___Et donc, séparés par les frontières raciales, nous trouvons d’un côté «Les Blancs» qui aiment «l’Amour», tout comme ils aiment «la Paix», avec des majuscules et un silence de cathédrale tout autour. Notre silence.» De l’autre côté, nous trouvons les «non-blancs», qui savent de source sûre que derrière la générosité, l’amour, les lois et la paix universelle, le «vrai visage» de l’homme blanc est «celui de la domination». Avec l’homme blanc, éternel colonialiste pour des siècles et des siècles, sans espoir de retour ni de pardon, rien ne peut échapper (ni les relations intimes, ni les corps, ni les identités) à «la violence des rapports sociaux de race». L’homme blanc est un monstre, sans nuances ni contradictions, tout ce qu’il touche est perverti, face à l’homme non-blanc qui est l’avenir d’une humanité sans domination.

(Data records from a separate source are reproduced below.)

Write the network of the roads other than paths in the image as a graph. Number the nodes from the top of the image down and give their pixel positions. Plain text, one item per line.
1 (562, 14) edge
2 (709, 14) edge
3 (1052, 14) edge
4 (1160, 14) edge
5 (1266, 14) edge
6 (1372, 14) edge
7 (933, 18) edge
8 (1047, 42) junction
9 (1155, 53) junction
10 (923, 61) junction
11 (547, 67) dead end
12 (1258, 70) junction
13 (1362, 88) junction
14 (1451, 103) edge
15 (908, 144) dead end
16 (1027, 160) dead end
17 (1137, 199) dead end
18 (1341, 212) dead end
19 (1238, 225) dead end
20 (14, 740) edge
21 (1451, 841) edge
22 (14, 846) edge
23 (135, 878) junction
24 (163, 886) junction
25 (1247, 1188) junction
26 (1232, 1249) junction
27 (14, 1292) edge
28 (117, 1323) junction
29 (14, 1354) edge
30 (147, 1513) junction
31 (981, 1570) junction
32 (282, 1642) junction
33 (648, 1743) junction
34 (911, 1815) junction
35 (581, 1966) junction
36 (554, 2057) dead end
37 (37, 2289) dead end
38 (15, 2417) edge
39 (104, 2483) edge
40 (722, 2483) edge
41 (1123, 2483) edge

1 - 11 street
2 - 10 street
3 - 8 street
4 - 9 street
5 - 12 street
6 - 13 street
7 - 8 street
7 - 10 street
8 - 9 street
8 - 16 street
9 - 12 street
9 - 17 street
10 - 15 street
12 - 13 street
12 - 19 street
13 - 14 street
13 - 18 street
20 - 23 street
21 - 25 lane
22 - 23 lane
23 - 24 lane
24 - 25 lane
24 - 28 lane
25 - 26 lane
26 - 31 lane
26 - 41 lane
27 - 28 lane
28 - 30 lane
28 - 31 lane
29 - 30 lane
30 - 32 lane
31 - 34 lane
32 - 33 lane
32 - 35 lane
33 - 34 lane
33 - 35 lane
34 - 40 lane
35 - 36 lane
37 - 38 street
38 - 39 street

* M. Benabdellah définit de quel lieu il parle: «Je suis ce qu’ils appellent un métis». Métis issu de quelle rencontre ? Il ne le dit pas. On comprend dans la suite du texte qu’il n’est pas noir, et l’on peut supposer qu’il est né de la rencontre d’un homme maghrébin avec une femme blanche, peut-être française, quoique son prénom et son patronyme ne nous disent rien de ses racines blanches, qui sont absentes de son identifiant et de l’énonciation. En tout cas, M. Benabdellah rejette tous les hommes blancs qui ne peuvent être que mauvais par essence, qu’ils soient de droite, de gauche, racistes ou antiracistes.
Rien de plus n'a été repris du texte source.